*** Begin section ***
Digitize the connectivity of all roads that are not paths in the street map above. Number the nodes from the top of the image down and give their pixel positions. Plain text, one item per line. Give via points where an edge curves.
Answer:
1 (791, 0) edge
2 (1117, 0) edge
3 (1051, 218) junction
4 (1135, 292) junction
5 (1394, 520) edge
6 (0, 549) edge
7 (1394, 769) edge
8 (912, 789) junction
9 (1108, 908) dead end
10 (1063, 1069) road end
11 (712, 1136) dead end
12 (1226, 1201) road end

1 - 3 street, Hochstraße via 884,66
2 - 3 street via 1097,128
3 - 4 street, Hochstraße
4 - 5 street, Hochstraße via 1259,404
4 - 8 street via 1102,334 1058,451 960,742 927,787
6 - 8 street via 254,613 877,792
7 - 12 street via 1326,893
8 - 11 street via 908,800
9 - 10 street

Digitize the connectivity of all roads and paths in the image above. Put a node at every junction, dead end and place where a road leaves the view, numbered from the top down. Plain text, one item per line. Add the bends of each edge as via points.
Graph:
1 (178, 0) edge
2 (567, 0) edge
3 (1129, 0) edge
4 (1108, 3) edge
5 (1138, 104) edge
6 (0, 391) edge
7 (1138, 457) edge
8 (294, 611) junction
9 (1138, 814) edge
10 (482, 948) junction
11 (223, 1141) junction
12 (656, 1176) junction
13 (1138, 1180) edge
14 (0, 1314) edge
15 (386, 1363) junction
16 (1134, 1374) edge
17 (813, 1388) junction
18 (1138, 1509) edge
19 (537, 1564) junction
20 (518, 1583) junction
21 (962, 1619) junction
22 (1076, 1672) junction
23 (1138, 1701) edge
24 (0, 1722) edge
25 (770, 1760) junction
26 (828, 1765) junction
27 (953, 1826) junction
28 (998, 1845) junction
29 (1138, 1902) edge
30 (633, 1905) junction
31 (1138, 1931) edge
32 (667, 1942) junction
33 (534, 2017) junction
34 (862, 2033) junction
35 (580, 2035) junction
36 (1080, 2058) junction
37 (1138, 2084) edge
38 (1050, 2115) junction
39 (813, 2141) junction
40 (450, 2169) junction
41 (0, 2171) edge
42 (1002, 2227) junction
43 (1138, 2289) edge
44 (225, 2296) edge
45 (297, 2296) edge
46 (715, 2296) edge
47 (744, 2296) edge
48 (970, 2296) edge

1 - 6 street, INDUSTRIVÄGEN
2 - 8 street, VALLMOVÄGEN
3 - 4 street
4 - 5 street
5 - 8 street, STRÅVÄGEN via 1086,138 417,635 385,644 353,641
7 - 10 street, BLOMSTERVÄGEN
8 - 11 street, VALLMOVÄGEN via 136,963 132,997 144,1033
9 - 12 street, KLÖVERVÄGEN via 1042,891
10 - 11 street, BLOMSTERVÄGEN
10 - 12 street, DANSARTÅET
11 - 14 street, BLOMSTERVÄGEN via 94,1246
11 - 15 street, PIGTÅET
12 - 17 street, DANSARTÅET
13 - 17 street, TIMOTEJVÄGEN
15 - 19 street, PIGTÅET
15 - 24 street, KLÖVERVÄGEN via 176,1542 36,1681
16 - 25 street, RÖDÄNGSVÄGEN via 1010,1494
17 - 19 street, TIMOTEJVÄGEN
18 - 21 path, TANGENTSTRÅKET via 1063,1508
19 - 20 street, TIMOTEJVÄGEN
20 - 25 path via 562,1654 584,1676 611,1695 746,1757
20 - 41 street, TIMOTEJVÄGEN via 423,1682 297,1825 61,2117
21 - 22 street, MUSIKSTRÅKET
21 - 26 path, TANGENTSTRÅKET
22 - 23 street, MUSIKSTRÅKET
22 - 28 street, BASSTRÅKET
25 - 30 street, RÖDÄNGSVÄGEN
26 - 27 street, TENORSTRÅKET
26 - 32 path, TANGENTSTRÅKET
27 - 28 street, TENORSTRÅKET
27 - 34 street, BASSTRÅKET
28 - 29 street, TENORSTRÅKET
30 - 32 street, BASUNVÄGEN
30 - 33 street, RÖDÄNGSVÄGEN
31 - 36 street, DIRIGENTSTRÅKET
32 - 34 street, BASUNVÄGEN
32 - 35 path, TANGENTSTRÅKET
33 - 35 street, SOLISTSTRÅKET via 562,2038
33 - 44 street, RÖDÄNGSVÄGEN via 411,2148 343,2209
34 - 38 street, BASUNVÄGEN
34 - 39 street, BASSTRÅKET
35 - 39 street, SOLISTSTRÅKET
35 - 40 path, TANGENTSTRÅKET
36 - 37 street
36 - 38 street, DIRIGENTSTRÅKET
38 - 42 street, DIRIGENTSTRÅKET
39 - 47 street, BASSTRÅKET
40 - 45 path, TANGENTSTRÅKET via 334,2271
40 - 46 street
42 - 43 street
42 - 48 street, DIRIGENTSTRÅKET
*** End section ***
Task directions: Only the lines that hold the word "Hochstraße" are wanted; each should be pulled from the records.

Result of the exercise:
1 - 3 street, Hochstraße via 884,66
3 - 4 street, Hochstraße
4 - 5 street, Hochstraße via 1259,404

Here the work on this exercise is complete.